[Date Prev][Date Next][Thread Prev][Thread Next][Date Index][Thread Index]
Re: Questionable code in handling of wordend in the regexp engine in reg
From: |
Eli Zaretskii |
Subject: |
Re: Questionable code in handling of wordend in the regexp engine in regex-emacs.c |
Date: |
Mon, 04 Mar 2019 19:25:57 +0200 |
> Date: Sat, 2 Mar 2019 13:18:01 +0000
> Cc: address@hidden, address@hidden
> From: Alan Mackenzie <address@hidden>
>
> > eassert (NILP (BVAR (b, enable_multibyte_characters))

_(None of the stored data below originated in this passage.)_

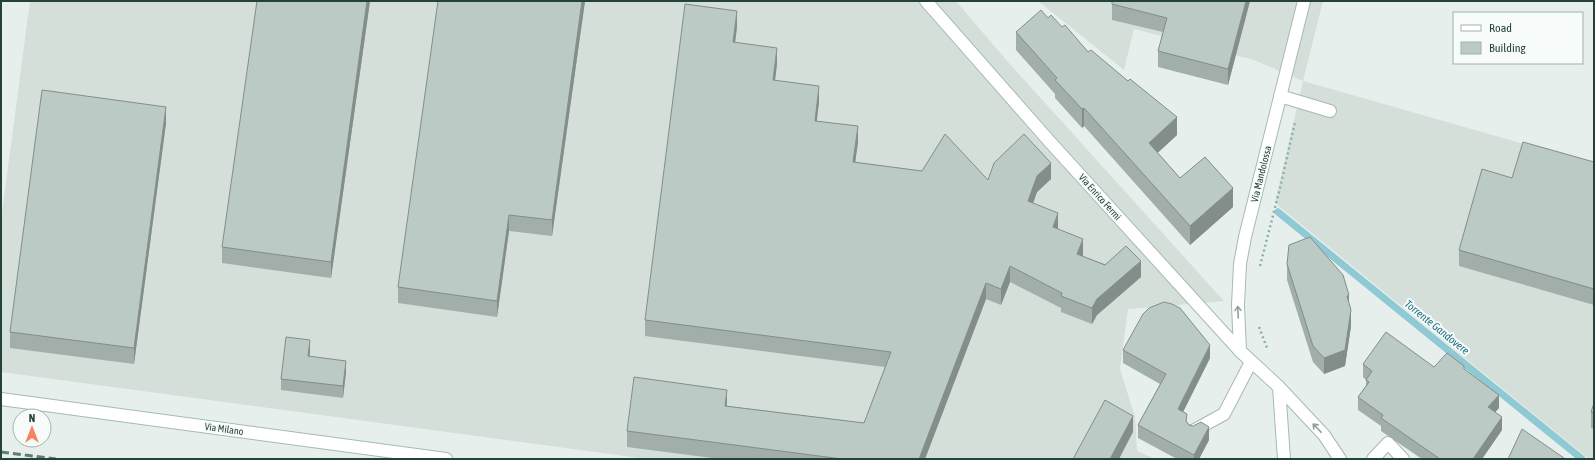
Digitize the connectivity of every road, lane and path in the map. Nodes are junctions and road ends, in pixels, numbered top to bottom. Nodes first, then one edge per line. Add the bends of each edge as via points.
1 (926, 1) edge
2 (1304, 1) edge
3 (1280, 96) junction
4 (1299, 102) junction
5 (1330, 110) dead end
6 (1260, 270) dead end
7 (1258, 321) dead end
8 (1240, 351) junction
9 (1270, 352) dead end
10 (1251, 362) junction
11 (1279, 387) junction
12 (1, 399) edge
13 (1193, 431) edge
14 (446, 459) edge
15 (1284, 459) edge
16 (1340, 459) edge
17 (1373, 459) edge
18 (1403, 459) edge

1 - 8 main road, Via Enrico Fermi
2 - 3 main road, Via Mandolossa
3 - 4 main road
8 -> 3 main road, Via Mandolossa via 1240,264
4 - 5 main road
4 - 6 path
7 - 9 path
8 - 10 main road, Via Enrico Fermi
10 - 11 main road, Via Enrico Fermi
10 - 13 main road via 1224,414
11 - 15 main road
16 -> 11 main road, Via Enrico Fermi via 1324,435
12 - 14 main road, Via Milano
17 - 18 main road via 1388,443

> > || bytepos >= BUF_Z_BYTE (b)
> > || CHAR_HEAD_P (BUF_FETCH_BYTE (b, bytepos)));
>
> > IOW, this test is irrelevant in unibyte buffers.
>
> Instead I moved the eassert to after the bit where it checks for unibyte
> buffers, giving this:
>
>
>
> diff --git a/src/marker.c b/src/marker.c
> index b58051a8c2..0b2e1bf5c6 100644
> --- a/src/marker.c
> +++ b/src/marker.c
> @@ -332,6 +332,10 @@ buf_bytepos_to_charpos (struct buffer *b, ptrdiff_t
> bytepos)
> if (best_above == best_above_byte)
> return bytepos;
>
> + /* Check bytepos is not in the middle of a character. */
> + eassert (bytepos >= BUF_Z_BYTE (b)
> + || CHAR_HEAD_P (BUF_FETCH_BYTE (b, bytepos)));
> +
> best_below = BEG;
> best_below_byte = BEG_BYTE;
>
>
> I now no longer see the failed easserts in make check.
>
> So I'll commit this sometime (real life is a bit urgent right now).

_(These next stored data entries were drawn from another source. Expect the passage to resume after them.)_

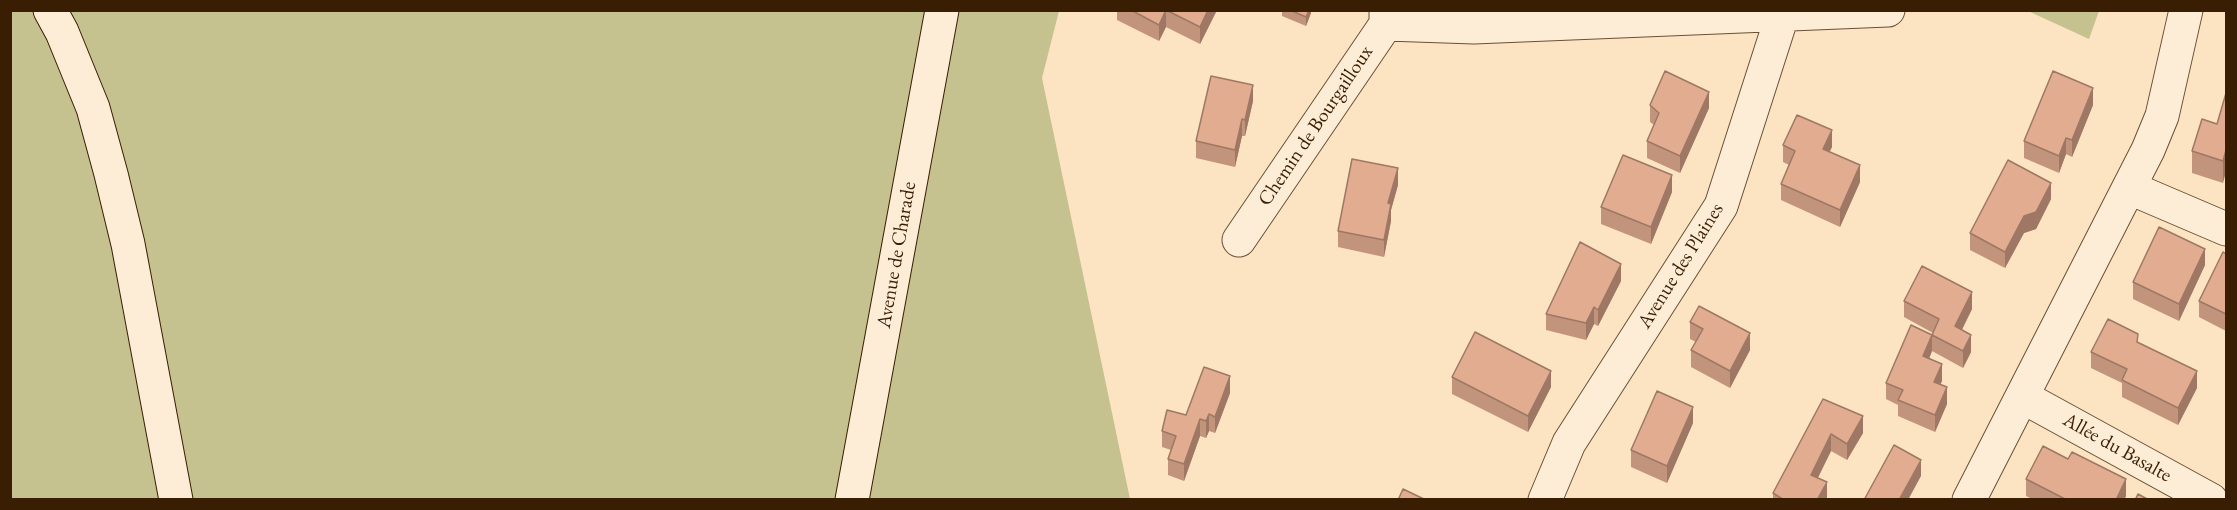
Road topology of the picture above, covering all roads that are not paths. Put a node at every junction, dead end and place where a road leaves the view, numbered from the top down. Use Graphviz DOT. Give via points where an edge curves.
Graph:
graph roads {
  1 [pos="50,10"];
  2 [pos="942,10"];
  3 [pos="1888,10"];
  4 [pos="2186,10"];
  5 [pos="1782,16"];
  6 [pos="1386,17"];
  7 [pos="2130,188"];
  8 [pos="2226,229"];
  9 [pos="1239,240"];
  10 [pos="2023,398"];
  11 [pos="176,500"];
  12 [pos="852,500"];
  13 [pos="1545,500"];
  14 [pos="1969,500"];
  15 [pos="2211,500"];
  1 -- 11 [label="street" via="93,108 111,174 128,243"];
  2 -- 12 [label="street, Avenue de Charade"];
  3 -- 5 [label="street"];
  4 -- 7 [label="street" via="2162,116"];
  5 -- 6 [label="street" via="1474,27"];
  5 -- 13 [label="street, Avenue des Plaines" via="1721,206 1569,443"];
  6 -- 9 [label="street, Chemin de Bourgailloux"];
  7 -- 8 [label="street"];
  7 -- 10 [label="street"];
  10 -- 14 [label="street"];
  10 -- 15 [label="street, Allée du Basalte"];
}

I was forced to disable this assertion for now: I bootstrapped today a
clean checkout, and several jobs that run during the bootstrap
triggered the assertion. It turns out there's one legitimate use case
when bytepos _can_ be in the middle of a multibyte sequence: when we
convert a buffer from unibyte to multibyte. There are comments to
that effect in set_intervals_multibyte_1.
I see 2 possible ways to handle this: (1) remove the assertion for
good, or (2) change buf_bytepos_to_charpos to accept one more
argument, telling it whether to make this check, and then modify all
the callers except those in set_intervals_multibyte_1 to pass 'true'
as that argument.
Thoughts?
- Re: Questionable code in handling of wordend in the regexp engine in regex-emacs.c, (continued)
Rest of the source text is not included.